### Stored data
=======
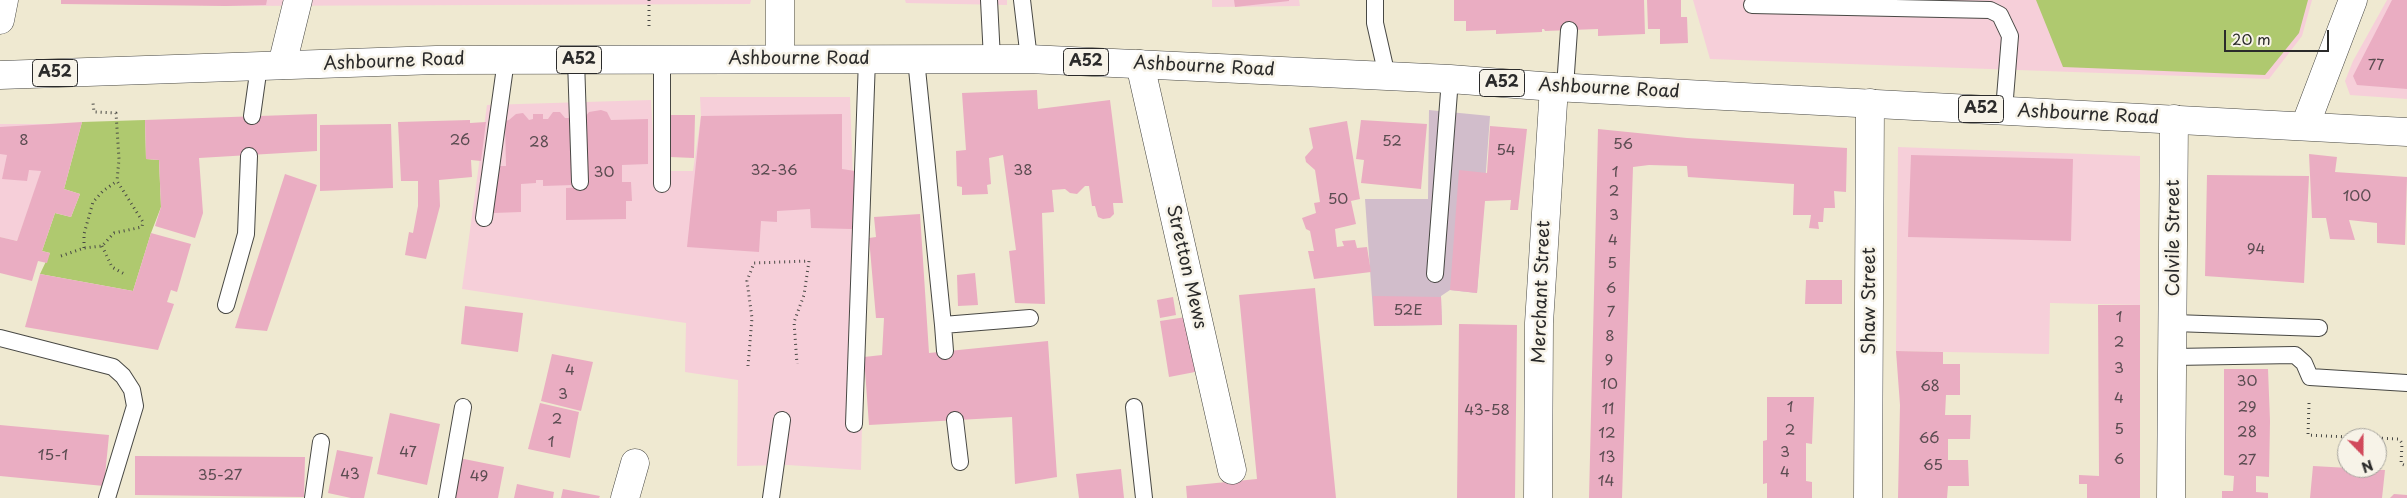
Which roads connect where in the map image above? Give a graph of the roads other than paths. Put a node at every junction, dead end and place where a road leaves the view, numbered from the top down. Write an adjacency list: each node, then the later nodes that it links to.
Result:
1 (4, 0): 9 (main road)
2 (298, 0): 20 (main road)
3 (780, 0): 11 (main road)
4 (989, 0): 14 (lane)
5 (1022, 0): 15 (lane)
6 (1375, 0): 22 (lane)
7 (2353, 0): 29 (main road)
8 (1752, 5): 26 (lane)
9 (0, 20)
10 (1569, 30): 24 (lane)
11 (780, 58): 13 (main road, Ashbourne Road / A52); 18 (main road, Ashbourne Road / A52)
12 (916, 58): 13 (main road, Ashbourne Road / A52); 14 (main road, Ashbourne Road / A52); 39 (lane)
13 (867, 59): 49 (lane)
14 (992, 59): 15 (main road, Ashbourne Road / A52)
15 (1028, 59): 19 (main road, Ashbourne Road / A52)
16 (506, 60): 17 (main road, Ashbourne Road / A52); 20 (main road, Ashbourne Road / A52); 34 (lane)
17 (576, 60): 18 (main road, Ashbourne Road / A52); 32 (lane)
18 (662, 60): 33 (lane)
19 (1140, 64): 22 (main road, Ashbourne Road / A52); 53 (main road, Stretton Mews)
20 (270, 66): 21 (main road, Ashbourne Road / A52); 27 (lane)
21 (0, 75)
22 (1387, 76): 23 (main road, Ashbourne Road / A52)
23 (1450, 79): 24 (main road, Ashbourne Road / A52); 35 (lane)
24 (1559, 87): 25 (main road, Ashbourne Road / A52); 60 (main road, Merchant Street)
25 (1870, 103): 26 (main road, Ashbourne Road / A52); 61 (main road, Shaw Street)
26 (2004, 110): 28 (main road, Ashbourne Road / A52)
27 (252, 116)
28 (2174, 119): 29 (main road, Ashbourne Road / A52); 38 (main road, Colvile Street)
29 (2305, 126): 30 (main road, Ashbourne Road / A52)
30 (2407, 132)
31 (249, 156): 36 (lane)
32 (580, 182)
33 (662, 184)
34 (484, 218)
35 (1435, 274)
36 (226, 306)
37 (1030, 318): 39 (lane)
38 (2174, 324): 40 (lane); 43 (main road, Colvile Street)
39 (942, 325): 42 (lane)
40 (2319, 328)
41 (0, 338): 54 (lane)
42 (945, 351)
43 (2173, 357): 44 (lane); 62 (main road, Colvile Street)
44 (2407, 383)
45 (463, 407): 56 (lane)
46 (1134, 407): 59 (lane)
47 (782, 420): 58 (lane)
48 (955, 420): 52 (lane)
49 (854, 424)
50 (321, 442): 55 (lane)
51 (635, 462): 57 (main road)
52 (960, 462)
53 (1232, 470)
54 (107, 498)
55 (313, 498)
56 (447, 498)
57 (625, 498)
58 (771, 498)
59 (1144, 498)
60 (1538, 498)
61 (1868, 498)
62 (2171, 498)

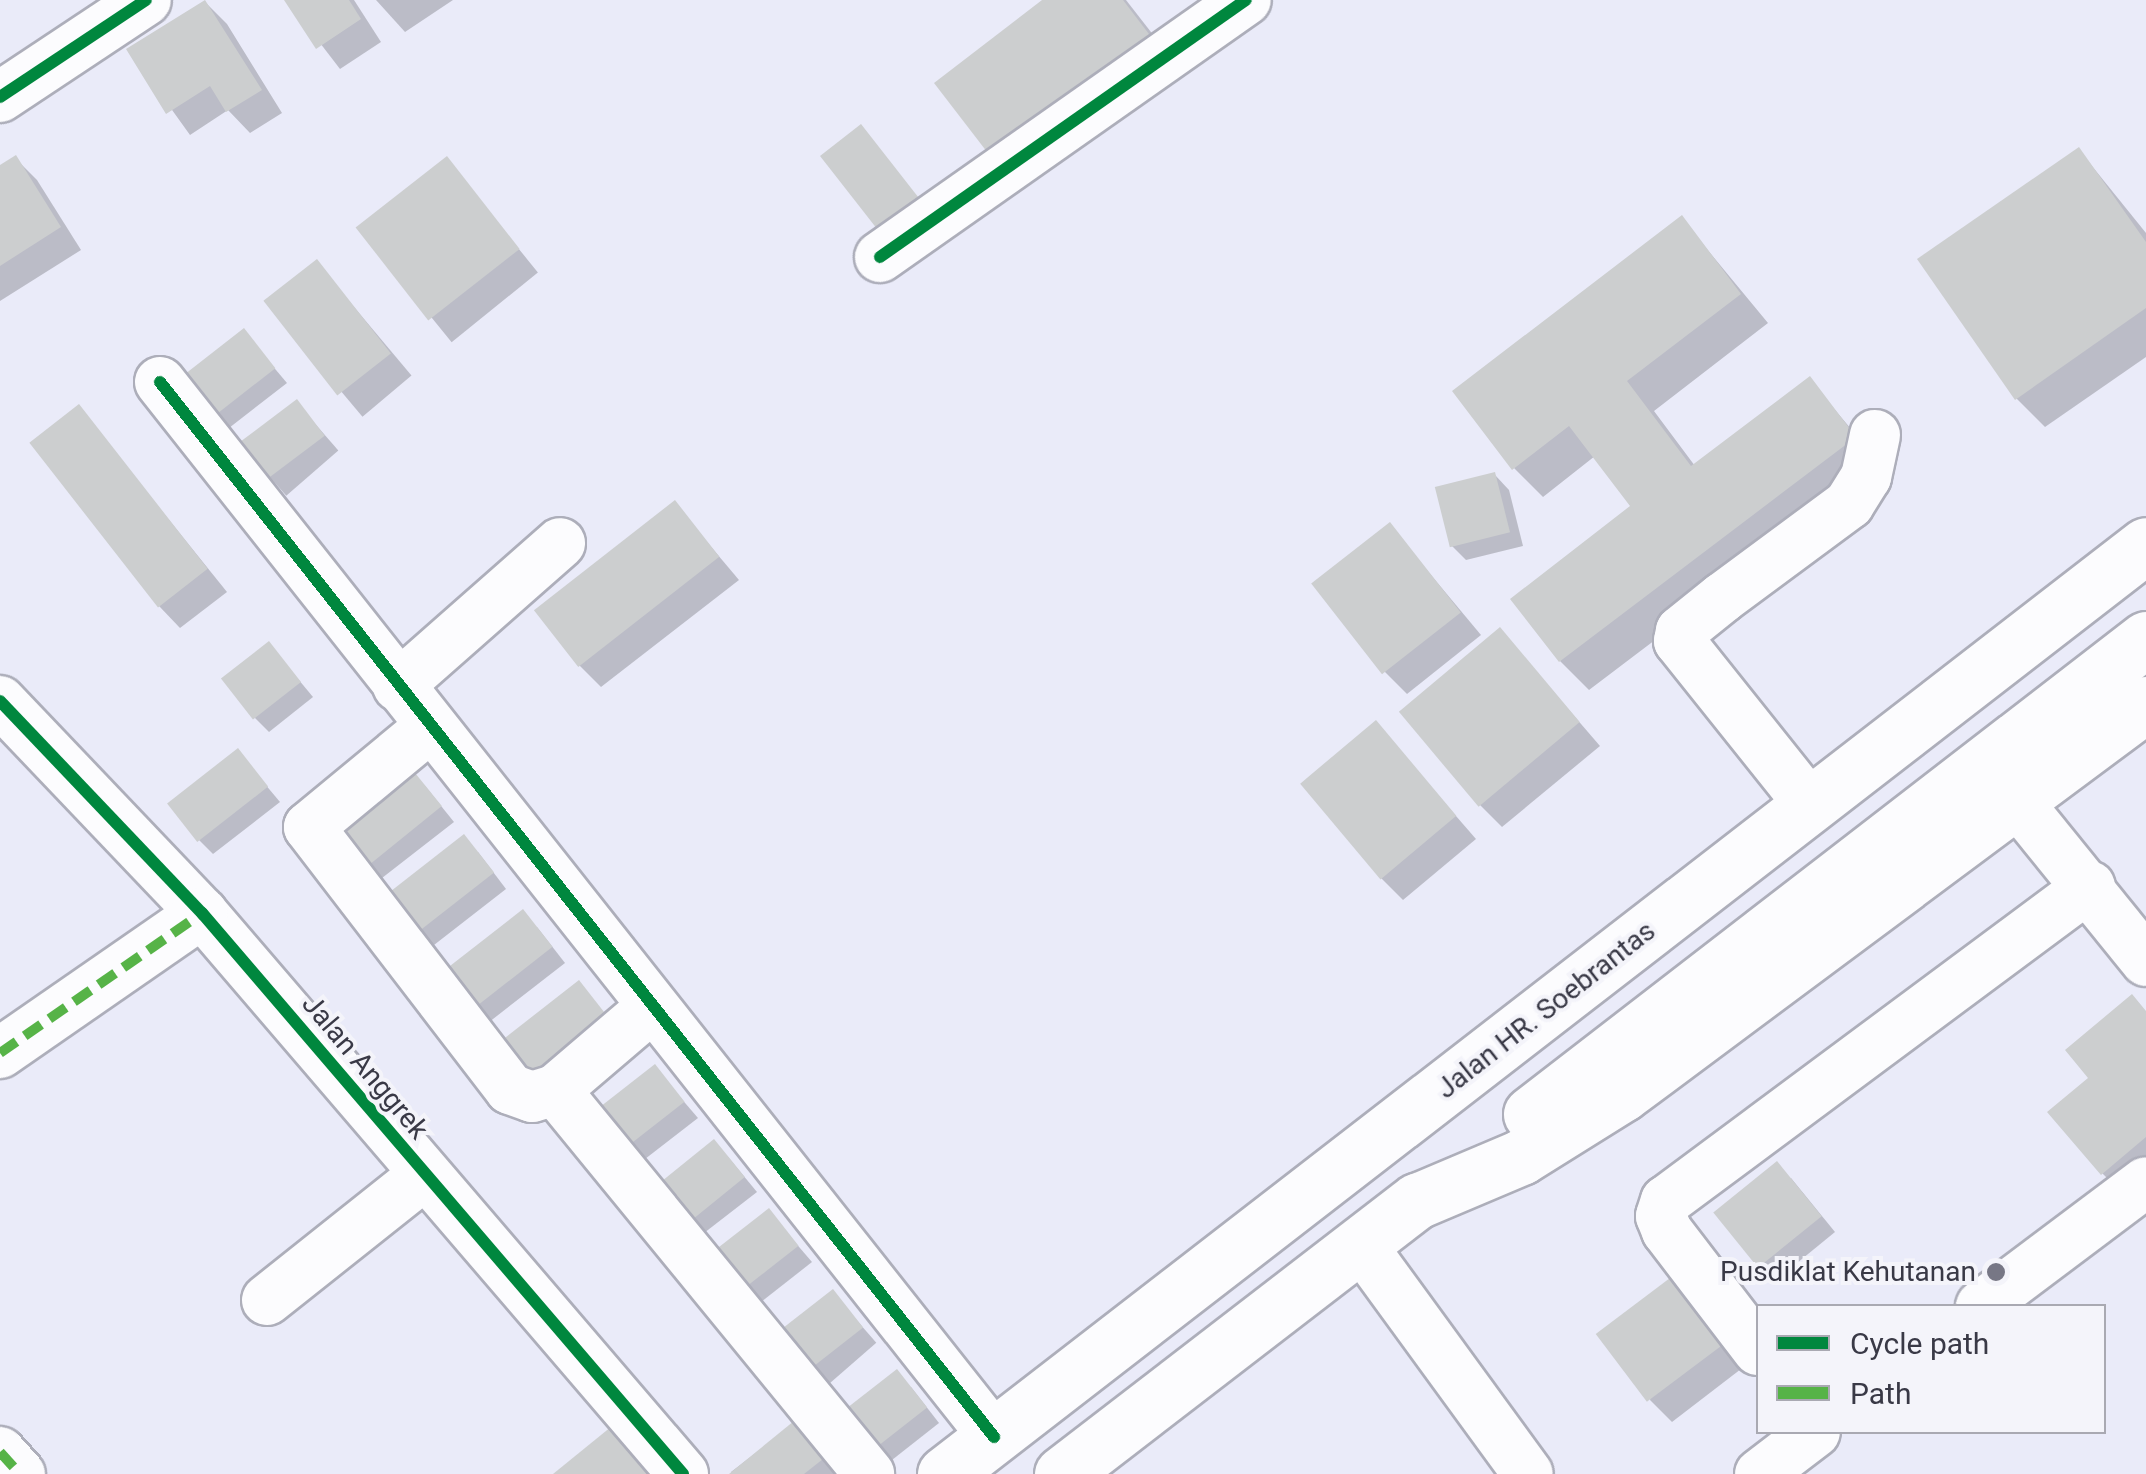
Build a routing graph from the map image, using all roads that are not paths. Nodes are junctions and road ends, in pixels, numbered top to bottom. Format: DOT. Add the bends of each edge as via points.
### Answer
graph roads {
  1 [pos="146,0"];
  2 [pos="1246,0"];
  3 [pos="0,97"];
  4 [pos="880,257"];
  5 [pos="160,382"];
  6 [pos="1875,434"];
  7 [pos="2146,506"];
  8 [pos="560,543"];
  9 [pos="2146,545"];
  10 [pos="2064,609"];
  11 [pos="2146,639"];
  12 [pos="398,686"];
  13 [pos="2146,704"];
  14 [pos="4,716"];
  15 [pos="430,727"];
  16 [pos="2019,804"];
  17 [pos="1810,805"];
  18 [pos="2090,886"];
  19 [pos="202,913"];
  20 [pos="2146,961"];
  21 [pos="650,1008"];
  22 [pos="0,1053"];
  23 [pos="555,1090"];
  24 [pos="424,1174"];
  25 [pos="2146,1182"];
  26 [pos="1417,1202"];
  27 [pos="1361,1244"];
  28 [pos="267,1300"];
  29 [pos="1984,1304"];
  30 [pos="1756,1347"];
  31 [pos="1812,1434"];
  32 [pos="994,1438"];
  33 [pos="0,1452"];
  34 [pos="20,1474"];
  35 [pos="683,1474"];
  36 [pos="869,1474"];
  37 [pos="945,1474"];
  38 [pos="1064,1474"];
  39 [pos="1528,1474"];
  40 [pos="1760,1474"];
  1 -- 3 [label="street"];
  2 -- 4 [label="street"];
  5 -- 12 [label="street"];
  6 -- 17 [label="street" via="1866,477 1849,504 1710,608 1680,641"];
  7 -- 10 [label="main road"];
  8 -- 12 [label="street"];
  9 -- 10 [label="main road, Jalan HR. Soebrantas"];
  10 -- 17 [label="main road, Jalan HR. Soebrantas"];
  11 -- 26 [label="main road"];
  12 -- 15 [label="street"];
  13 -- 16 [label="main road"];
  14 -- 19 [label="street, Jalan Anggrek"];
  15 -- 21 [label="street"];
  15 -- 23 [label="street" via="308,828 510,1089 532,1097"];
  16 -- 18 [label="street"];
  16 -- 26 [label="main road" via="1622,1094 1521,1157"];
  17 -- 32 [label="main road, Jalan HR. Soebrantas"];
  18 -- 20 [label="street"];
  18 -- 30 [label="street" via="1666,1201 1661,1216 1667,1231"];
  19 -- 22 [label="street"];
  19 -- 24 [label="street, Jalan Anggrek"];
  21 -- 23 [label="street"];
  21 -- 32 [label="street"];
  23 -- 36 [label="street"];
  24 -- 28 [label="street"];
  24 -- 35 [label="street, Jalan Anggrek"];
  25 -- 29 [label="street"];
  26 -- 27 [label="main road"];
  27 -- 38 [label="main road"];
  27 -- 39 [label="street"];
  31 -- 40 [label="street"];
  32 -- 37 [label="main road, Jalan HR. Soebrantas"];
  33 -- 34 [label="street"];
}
=======
### INSTRUCTIONS TO FOLLOW
Copy out all the data exactly. The images should not appear in the copy.

### RESULT
Which roads connect where in the map image above? Give a graph of the roads other than paths. Put a node at every junction, dead end and place where a road leaves the view, numbered from the top down. Write an adjacency list: each node, then the later nodes that it links to.
Result:
1 (4, 0): 9 (main road)
2 (298, 0): 20 (main road)
3 (780, 0): 11 (main road)
4 (989, 0): 14 (lane)
5 (1022, 0): 15 (lane)
6 (1375, 0): 22 (lane)
7 (2353, 0): 29 (main road)
8 (1752, 5): 26 (lane)
9 (0, 20)
10 (1569, 30): 24 (lane)
11 (780, 58): 13 (main road, Ashbourne Road / A52); 18 (main road, Ashbourne Road / A52)
12 (916, 58): 13 (main road, Ashbourne Road / A52); 14 (main road, Ashbourne Road / A52); 39 (lane)
13 (867, 59): 49 (lane)
14 (992, 59): 15 (main road, Ashbourne Road / A52)
15 (1028, 59): 19 (main road, Ashbourne Road / A52)
16 (506, 60): 17 (main road, Ashbourne Road / A52); 20 (main road, Ashbourne Road / A52); 34 (lane)
17 (576, 60): 18 (main road, Ashbourne Road / A52); 32 (lane)
18 (662, 60): 33 (lane)
19 (1140, 64): 22 (main road, Ashbourne Road / A52); 53 (main road, Stretton Mews)
20 (270, 66): 21 (main road, Ashbourne Road / A52); 27 (lane)
21 (0, 75)
22 (1387, 76): 23 (main road, Ashbourne Road / A52)
23 (1450, 79): 24 (main road, Ashbourne Road / A52); 35 (lane)
24 (1559, 87): 25 (main road, Ashbourne Road / A52); 60 (main road, Merchant Street)
25 (1870, 103): 26 (main road, Ashbourne Road / A52); 61 (main road, Shaw Street)
26 (2004, 110): 28 (main road, Ashbourne Road / A52)
27 (252, 116)
28 (2174, 119): 29 (main road, Ashbourne Road / A52); 38 (main road, Colvile Street)
29 (2305, 126): 30 (main road, Ashbourne Road / A52)
30 (2407, 132)
31 (249, 156): 36 (lane)
32 (580, 182)
33 (662, 184)
34 (484, 218)
35 (1435, 274)
36 (226, 306)
37 (1030, 318): 39 (lane)
38 (2174, 324): 40 (lane); 43 (main road, Colvile Street)
39 (942, 325): 42 (lane)
40 (2319, 328)
41 (0, 338): 54 (lane)
42 (945, 351)
43 (2173, 357): 44 (lane); 62 (main road, Colvile Street)
44 (2407, 383)
45 (463, 407): 56 (lane)
46 (1134, 407): 59 (lane)
47 (782, 420): 58 (lane)
48 (955, 420): 52 (lane)
49 (854, 424)
50 (321, 442): 55 (lane)
51 (635, 462): 57 (main road)
52 (960, 462)
53 (1232, 470)
54 (107, 498)
55 (313, 498)
56 (447, 498)
57 (625, 498)
58 (771, 498)
59 (1144, 498)
60 (1538, 498)
61 (1868, 498)
62 (2171, 498)

Build a routing graph from the map image, using all roads that are not paths. Nodes are junctions and road ends, in pixels, numbered top to bottom. Format: DOT. Add the bends of each edge as via points.
### Answer
graph roads {
  1 [pos="146,0"];
  2 [pos="1246,0"];
  3 [pos="0,97"];
  4 [pos="880,257"];
  5 [pos="160,382"];
  6 [pos="1875,434"];
  7 [pos="2146,506"];
  8 [pos="560,543"];
  9 [pos="2146,545"];
  10 [pos="2064,609"];
  11 [pos="2146,639"];
  12 [pos="398,686"];
  13 [pos="2146,704"];
  14 [pos="4,716"];
  15 [pos="430,727"];
  16 [pos="2019,804"];
  17 [pos="1810,805"];
  18 [pos="2090,886"];
  19 [pos="202,913"];
  20 [pos="2146,961"];
  21 [pos="650,1008"];
  22 [pos="0,1053"];
  23 [pos="555,1090"];
  24 [pos="424,1174"];
  25 [pos="2146,1182"];
  26 [pos="1417,1202"];
  27 [pos="1361,1244"];
  28 [pos="267,1300"];
  29 [pos="1984,1304"];
  30 [pos="1756,1347"];
  31 [pos="1812,1434"];
  32 [pos="994,1438"];
  33 [pos="0,1452"];
  34 [pos="20,1474"];
  35 [pos="683,1474"];
  36 [pos="869,1474"];
  37 [pos="945,1474"];
  38 [pos="1064,1474"];
  39 [pos="1528,1474"];
  40 [pos="1760,1474"];
  1 -- 3 [label="street"];
  2 -- 4 [label="street"];
  5 -- 12 [label="street"];
  6 -- 17 [label="street" via="1866,477 1849,504 1710,608 1680,641"];
  7 -- 10 [label="main road"];
  8 -- 12 [label="street"];
  9 -- 10 [label="main road, Jalan HR. Soebrantas"];
  10 -- 17 [label="main road, Jalan HR. Soebrantas"];
  11 -- 26 [label="main road"];
  12 -- 15 [label="street"];
  13 -- 16 [label="main road"];
  14 -- 19 [label="street, Jalan Anggrek"];
  15 -- 21 [label="street"];
  15 -- 23 [label="street" via="308,828 510,1089 532,1097"];
  16 -- 18 [label="street"];
  16 -- 26 [label="main road" via="1622,1094 1521,1157"];
  17 -- 32 [label="main road, Jalan HR. Soebrantas"];
  18 -- 20 [label="street"];
  18 -- 30 [label="street" via="1666,1201 1661,1216 1667,1231"];
  19 -- 22 [label="street"];
  19 -- 24 [label="street, Jalan Anggrek"];
  21 -- 23 [label="street"];
  21 -- 32 [label="street"];
  23 -- 36 [label="street"];
  24 -- 28 [label="street"];
  24 -- 35 [label="street, Jalan Anggrek"];
  25 -- 29 [label="street"];
  26 -- 27 [label="main road"];
  27 -- 38 [label="main road"];
  27 -- 39 [label="street"];
  31 -- 40 [label="street"];
  32 -- 37 [label="main road, Jalan HR. Soebrantas"];
  33 -- 34 [label="street"];
}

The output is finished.